著者
市井 吉興 山下 高行
出版者
日本スポーツ社会学会
雑誌
スポーツ社会学研究 (ISSN:09192751)
巻号頁・発行日
vol.19, no.1, pp.55-72, 2011-03-20 (Released:2016-09-13)
参考文献数
36

本稿では、日本のマルクス主義のスポーツ研究の特徴を明らかにすることを試みる。この目的のため Carrington and McDonald により編集された近年のマルクス主義のスポーツ研究を分析した著作をとおし、英語圏のマルクス主義のスポーツ研究の推移を明らかにし、日本のマルクス主義のスポーツ研究と比較する。また日本のマルクス主義のスポーツ研究史を簡単に要約する。 私たちが結論とするのは、第一に、日本のマルクス主義のスポーツ研究は、実践的な観点から日本の資本主義社会で克服する必要のあるものとして、より多くスポーツそのものの課題に焦点を当てているように思える。第二に、スポーツに関して、たとえば日本共産党のような左翼政党とともに取り組むスポーツ運動が少なからず存在し続けていたことにある。
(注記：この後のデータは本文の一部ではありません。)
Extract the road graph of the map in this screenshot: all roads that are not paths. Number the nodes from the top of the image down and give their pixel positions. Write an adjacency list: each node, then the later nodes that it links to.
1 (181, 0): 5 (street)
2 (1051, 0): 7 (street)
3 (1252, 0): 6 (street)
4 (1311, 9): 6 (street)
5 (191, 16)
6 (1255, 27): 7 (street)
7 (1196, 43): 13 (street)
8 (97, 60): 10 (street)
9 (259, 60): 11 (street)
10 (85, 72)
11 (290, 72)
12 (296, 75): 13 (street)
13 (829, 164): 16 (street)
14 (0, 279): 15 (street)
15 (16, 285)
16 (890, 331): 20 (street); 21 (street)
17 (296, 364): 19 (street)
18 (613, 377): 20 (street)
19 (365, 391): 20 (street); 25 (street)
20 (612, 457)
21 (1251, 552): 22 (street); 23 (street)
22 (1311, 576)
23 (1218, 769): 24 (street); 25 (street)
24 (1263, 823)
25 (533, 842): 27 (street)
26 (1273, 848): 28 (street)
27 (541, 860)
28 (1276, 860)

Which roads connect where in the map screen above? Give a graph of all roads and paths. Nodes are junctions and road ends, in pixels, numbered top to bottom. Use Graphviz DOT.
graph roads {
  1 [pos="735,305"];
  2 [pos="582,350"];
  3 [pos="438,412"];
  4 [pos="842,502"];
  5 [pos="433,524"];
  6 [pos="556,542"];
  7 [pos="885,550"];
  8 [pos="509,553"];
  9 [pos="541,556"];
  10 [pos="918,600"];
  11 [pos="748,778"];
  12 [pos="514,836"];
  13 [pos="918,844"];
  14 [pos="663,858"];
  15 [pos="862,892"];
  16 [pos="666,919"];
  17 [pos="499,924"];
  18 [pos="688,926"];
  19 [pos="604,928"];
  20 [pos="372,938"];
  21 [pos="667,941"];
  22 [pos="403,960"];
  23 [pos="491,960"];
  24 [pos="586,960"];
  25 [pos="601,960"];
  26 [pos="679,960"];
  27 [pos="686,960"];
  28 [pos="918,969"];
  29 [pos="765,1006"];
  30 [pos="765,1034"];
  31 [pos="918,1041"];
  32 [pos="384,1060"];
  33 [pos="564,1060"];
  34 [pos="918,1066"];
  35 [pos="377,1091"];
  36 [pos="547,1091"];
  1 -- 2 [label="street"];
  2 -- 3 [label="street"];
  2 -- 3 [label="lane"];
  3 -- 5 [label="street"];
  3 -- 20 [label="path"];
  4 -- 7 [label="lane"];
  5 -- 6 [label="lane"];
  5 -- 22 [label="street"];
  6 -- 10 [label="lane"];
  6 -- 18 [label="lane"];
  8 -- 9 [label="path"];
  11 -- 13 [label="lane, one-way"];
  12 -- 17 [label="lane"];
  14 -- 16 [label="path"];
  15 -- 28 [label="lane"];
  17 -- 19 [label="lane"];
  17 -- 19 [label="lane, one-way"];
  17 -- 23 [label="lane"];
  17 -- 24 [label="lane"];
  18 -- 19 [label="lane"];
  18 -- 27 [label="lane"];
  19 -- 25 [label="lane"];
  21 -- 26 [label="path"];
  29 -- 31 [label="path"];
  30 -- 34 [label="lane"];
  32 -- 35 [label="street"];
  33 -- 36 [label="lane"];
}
初期において、それらはプロレタリア・スポーツ運動として始まったこと。そして、それらの諸運動は、日本のマルクス主義研究に影響を与え、アカデミックな研究においてさえ、その重要な背景の役割を果たしたことである。すなわち、そのことは日本のマルクス主義研究に実践的な性格を付与し、結果として、マルクス主義は他のスポーツ組織や学問と首尾よく共同することができたことである。 私たちは、変化する社会の中で現在のマルクス主義が、実践的レベルでも理論的レベルでも、直面している困難な課題に対して示唆することとしたい。